### Task brief
For each line of the listing that includes the word "nodes", show the whole line.

====

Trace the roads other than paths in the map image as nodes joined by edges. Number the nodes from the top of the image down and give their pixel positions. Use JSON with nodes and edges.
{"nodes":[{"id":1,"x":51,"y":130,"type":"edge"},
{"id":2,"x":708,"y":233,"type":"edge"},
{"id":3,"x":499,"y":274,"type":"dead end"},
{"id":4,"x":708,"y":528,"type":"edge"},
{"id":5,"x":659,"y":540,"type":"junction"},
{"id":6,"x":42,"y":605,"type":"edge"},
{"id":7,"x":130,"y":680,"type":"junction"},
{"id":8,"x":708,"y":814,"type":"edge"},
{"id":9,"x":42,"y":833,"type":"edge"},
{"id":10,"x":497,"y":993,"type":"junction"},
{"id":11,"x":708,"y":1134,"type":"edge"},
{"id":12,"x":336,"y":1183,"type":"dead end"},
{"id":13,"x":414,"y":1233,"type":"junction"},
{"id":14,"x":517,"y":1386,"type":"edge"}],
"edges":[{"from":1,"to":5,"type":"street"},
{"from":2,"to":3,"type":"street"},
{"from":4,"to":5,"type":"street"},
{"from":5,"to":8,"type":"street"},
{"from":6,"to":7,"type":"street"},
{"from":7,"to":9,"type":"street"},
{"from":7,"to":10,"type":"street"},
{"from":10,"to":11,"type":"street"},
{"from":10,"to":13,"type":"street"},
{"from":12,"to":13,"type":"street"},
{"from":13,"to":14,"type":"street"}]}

====

### Result for this exercise
Trace the roads other than paths in the map image as nodes joined by edges. Number the nodes from the top of the image down and give their pixel positions. Use JSON with nodes and edges.
{"nodes":[{"id":1,"x":51,"y":130,"type":"edge"},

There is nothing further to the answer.